Report all lines of the data below that hold the word "BAUTZNER".

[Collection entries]
-------------------------

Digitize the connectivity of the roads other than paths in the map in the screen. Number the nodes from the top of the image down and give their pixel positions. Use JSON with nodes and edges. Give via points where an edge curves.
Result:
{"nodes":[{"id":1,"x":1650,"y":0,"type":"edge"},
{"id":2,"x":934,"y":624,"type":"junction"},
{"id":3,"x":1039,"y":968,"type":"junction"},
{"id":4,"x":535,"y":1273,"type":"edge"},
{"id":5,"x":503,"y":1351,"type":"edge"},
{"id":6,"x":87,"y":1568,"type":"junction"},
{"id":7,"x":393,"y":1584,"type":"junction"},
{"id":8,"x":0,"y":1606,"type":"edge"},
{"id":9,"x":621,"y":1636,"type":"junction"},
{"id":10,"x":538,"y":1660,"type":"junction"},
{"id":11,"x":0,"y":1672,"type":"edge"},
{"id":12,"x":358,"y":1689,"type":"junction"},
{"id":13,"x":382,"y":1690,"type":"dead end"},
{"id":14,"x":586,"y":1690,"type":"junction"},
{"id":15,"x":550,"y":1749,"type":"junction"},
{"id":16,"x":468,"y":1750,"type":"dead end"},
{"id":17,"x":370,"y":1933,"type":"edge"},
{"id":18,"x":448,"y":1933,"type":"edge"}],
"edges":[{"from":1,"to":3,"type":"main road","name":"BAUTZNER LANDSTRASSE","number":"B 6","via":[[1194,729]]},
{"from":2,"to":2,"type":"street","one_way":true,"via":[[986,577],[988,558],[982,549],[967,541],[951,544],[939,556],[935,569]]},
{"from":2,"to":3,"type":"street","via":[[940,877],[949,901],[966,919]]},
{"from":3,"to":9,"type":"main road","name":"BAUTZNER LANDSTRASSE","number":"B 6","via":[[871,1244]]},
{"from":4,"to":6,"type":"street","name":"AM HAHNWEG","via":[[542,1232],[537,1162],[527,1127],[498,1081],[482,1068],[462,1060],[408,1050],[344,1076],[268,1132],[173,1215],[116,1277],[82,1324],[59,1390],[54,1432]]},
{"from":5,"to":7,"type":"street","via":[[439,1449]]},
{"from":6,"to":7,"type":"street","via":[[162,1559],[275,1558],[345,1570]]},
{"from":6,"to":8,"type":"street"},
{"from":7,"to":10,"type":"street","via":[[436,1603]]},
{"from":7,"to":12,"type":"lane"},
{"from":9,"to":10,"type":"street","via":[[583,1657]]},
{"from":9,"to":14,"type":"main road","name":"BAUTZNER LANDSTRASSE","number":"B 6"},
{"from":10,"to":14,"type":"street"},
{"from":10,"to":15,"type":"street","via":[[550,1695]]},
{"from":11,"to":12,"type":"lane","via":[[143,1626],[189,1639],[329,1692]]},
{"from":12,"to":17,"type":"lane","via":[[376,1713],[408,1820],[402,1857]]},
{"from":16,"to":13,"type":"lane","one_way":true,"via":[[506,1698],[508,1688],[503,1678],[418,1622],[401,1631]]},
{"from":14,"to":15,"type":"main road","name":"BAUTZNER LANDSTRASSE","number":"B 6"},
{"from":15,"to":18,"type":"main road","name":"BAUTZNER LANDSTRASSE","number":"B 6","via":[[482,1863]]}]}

-------------------------

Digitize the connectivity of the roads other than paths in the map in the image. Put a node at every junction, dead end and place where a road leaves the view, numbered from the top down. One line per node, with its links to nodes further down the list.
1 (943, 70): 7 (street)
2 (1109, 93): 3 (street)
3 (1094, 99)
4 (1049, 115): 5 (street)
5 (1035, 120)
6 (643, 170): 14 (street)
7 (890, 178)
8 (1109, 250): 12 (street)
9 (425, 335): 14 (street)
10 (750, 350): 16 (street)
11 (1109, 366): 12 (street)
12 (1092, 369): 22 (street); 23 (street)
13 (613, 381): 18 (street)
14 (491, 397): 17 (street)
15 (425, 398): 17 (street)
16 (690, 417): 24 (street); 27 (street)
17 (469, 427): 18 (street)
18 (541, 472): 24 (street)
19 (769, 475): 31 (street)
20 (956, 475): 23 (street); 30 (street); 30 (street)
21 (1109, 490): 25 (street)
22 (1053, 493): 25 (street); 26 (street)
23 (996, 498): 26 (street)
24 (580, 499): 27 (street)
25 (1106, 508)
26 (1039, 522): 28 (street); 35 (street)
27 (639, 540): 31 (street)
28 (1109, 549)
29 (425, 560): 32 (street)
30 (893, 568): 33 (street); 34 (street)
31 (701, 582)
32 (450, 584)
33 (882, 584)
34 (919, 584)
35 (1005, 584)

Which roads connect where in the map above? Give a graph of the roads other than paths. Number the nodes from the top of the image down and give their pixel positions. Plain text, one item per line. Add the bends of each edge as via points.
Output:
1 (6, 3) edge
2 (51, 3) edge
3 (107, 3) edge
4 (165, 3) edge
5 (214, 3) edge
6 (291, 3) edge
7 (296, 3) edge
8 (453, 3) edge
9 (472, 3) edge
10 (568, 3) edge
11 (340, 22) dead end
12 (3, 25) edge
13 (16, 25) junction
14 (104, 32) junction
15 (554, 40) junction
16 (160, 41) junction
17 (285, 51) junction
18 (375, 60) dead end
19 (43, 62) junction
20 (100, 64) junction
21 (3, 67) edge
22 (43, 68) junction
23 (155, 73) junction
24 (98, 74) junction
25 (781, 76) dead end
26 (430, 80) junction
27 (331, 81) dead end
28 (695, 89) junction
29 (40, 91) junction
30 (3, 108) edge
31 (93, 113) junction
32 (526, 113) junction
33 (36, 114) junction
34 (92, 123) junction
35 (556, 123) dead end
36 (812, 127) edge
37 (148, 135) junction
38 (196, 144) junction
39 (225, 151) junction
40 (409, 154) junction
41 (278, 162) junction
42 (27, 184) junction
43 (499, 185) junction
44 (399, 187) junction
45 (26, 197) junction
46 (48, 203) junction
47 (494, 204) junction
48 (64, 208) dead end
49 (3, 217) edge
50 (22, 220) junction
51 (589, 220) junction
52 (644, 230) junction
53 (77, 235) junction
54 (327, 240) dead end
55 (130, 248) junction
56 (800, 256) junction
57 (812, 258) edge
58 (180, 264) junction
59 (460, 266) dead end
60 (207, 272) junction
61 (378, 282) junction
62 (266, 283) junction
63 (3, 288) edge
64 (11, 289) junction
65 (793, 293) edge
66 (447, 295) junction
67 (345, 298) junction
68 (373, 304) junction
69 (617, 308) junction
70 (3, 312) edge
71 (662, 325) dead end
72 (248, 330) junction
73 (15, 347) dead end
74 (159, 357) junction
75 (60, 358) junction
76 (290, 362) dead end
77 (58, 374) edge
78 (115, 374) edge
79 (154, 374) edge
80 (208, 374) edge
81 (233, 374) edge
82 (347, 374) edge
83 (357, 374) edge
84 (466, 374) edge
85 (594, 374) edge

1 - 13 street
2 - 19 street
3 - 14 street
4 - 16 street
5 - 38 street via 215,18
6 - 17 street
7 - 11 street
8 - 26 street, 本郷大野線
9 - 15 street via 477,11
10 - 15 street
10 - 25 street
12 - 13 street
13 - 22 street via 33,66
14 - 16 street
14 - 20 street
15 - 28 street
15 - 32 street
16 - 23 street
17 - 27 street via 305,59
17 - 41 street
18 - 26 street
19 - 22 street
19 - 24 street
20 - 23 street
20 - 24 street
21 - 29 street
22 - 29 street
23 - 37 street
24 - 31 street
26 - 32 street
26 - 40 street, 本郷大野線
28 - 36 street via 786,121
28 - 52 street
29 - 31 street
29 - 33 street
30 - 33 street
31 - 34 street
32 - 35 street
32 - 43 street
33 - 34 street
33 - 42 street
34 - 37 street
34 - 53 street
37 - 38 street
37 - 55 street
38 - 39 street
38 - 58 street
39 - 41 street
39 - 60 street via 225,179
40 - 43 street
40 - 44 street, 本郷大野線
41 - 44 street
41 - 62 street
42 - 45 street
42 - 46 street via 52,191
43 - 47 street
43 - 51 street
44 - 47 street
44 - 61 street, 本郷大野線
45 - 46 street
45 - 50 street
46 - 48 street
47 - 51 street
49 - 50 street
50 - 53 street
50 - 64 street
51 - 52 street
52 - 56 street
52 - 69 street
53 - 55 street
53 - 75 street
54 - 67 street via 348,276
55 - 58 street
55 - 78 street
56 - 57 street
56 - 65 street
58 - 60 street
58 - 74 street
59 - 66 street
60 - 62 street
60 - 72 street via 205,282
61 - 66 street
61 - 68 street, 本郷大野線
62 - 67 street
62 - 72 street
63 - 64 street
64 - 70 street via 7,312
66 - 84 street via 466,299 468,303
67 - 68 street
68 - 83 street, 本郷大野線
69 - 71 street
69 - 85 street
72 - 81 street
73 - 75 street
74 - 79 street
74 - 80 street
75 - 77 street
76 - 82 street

-------------------------

YOUR RESPONSE
"edges":[{"from":1,"to":3,"type":"main road","name":"BAUTZNER LANDSTRASSE","number":"B 6","via":[[1194,729]]},
{"from":3,"to":9,"type":"main road","name":"BAUTZNER LANDSTRASSE","number":"B 6","via":[[871,1244]]},
{"from":9,"to":14,"type":"main road","name":"BAUTZNER LANDSTRASSE","number":"B 6"},
{"from":14,"to":15,"type":"main road","name":"BAUTZNER LANDSTRASSE","number":"B 6"},
{"from":15,"to":18,"type":"main road","name":"BAUTZNER LANDSTRASSE","number":"B 6","via":[[482,1863]]}]}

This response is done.